Information provided -

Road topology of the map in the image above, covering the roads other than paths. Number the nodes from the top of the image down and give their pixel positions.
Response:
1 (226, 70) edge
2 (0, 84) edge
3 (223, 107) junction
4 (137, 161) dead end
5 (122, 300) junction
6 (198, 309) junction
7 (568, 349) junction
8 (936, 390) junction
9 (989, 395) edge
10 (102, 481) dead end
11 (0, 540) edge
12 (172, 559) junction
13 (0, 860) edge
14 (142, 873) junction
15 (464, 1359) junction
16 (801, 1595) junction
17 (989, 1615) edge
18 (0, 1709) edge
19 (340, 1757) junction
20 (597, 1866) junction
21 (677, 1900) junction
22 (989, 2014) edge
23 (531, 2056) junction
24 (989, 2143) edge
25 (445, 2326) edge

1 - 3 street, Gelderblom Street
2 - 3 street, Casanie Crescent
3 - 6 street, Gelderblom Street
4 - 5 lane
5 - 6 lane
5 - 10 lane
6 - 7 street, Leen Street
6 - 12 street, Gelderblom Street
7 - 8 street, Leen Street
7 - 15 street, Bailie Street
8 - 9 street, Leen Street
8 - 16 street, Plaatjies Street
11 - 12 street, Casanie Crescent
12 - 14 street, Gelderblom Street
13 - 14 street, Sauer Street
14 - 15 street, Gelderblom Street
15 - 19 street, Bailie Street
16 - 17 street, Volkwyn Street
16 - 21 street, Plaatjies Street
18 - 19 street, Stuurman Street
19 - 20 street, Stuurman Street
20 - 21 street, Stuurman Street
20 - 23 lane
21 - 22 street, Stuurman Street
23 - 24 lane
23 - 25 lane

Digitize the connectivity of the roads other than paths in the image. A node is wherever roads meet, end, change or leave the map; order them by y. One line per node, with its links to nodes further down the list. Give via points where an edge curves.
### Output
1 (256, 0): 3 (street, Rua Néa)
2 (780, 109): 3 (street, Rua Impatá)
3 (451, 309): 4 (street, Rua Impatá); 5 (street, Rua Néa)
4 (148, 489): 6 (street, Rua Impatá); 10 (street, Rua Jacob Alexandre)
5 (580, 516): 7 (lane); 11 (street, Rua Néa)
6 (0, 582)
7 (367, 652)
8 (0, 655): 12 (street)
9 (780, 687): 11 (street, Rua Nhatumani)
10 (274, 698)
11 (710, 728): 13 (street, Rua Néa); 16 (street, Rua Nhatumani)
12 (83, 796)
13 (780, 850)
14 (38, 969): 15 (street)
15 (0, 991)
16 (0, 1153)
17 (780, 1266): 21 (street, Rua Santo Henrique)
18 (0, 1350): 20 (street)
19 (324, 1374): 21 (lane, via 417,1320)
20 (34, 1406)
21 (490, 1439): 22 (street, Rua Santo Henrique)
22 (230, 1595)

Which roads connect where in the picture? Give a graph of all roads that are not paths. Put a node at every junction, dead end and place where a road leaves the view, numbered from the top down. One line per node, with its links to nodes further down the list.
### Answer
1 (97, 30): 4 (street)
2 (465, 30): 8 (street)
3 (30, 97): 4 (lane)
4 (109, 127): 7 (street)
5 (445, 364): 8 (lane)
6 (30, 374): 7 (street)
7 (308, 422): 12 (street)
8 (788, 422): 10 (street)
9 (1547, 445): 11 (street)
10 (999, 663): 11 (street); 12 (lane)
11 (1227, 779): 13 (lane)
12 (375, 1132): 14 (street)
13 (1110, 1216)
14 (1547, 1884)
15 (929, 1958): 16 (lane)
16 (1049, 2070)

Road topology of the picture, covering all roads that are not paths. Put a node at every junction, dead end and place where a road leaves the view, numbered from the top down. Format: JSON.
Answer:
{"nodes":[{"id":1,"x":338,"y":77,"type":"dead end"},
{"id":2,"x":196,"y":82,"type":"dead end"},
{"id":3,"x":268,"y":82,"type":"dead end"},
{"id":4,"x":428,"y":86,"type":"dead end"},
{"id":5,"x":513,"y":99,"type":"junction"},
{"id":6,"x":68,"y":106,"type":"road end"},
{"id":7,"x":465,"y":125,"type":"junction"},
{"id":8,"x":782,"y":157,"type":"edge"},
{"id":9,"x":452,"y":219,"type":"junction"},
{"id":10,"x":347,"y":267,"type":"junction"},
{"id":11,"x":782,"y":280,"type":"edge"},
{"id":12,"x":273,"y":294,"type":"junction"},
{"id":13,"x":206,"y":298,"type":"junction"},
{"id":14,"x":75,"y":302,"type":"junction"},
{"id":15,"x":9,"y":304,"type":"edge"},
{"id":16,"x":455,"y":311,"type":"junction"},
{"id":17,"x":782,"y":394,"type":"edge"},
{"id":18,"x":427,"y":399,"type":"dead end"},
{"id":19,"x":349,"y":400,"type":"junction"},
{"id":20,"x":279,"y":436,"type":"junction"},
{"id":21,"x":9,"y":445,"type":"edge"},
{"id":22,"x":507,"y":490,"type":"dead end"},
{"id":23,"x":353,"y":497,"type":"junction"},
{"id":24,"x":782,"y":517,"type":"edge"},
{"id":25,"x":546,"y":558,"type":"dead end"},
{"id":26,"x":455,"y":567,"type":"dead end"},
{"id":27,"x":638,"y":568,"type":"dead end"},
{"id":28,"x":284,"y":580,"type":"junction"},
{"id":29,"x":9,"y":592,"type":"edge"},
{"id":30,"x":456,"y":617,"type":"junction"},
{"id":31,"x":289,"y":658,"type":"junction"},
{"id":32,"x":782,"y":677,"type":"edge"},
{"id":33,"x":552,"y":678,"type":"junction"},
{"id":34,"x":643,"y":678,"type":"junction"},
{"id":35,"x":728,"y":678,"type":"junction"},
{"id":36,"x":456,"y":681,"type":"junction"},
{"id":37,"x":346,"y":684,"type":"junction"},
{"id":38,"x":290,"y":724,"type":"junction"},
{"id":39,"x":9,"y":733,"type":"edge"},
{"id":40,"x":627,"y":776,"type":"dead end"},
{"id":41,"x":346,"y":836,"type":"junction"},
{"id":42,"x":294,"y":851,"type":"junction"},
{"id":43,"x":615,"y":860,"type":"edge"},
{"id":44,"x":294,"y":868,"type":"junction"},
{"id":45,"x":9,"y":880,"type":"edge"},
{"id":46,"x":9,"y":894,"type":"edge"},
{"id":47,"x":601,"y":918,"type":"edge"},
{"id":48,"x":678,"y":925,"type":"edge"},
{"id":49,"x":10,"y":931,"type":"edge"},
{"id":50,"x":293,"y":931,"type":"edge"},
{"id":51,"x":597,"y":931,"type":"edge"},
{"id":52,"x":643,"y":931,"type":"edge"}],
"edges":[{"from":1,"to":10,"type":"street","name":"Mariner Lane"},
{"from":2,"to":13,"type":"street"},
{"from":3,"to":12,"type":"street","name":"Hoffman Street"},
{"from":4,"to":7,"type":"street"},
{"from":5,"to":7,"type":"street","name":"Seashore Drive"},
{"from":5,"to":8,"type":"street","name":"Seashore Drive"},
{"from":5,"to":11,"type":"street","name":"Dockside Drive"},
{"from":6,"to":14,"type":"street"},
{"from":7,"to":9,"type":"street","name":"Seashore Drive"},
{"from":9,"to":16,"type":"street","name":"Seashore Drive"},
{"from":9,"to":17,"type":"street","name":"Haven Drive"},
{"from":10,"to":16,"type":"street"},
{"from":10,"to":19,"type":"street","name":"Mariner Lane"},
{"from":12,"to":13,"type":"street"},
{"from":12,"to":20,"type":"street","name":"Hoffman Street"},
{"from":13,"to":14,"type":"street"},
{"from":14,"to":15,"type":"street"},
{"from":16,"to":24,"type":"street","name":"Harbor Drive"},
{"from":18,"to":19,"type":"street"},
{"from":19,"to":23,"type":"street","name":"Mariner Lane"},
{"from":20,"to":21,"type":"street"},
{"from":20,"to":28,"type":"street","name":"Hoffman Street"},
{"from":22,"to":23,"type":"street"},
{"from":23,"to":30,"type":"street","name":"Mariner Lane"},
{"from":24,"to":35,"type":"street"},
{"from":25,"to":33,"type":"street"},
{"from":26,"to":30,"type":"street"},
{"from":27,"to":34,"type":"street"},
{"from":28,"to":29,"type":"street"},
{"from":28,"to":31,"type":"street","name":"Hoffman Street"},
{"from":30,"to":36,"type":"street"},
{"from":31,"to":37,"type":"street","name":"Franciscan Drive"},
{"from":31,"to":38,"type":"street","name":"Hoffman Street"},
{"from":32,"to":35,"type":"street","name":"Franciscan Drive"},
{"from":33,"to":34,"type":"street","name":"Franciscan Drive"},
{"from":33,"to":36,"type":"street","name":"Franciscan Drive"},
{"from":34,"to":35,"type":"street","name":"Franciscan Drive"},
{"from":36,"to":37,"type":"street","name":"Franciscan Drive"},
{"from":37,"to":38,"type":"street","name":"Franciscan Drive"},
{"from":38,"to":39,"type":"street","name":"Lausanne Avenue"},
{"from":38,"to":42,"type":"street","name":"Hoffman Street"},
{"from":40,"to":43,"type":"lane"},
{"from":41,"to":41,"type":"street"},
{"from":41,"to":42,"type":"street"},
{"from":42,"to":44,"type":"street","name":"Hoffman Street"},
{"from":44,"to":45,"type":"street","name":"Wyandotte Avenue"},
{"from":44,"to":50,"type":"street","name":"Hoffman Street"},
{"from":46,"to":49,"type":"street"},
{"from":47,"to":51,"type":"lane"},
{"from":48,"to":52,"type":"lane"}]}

About this task - Copy each line of the data that contains the word "Casanie", leaving the other lines out.

Answer box -
2 - 3 street, Casanie Crescent
11 - 12 street, Casanie Crescent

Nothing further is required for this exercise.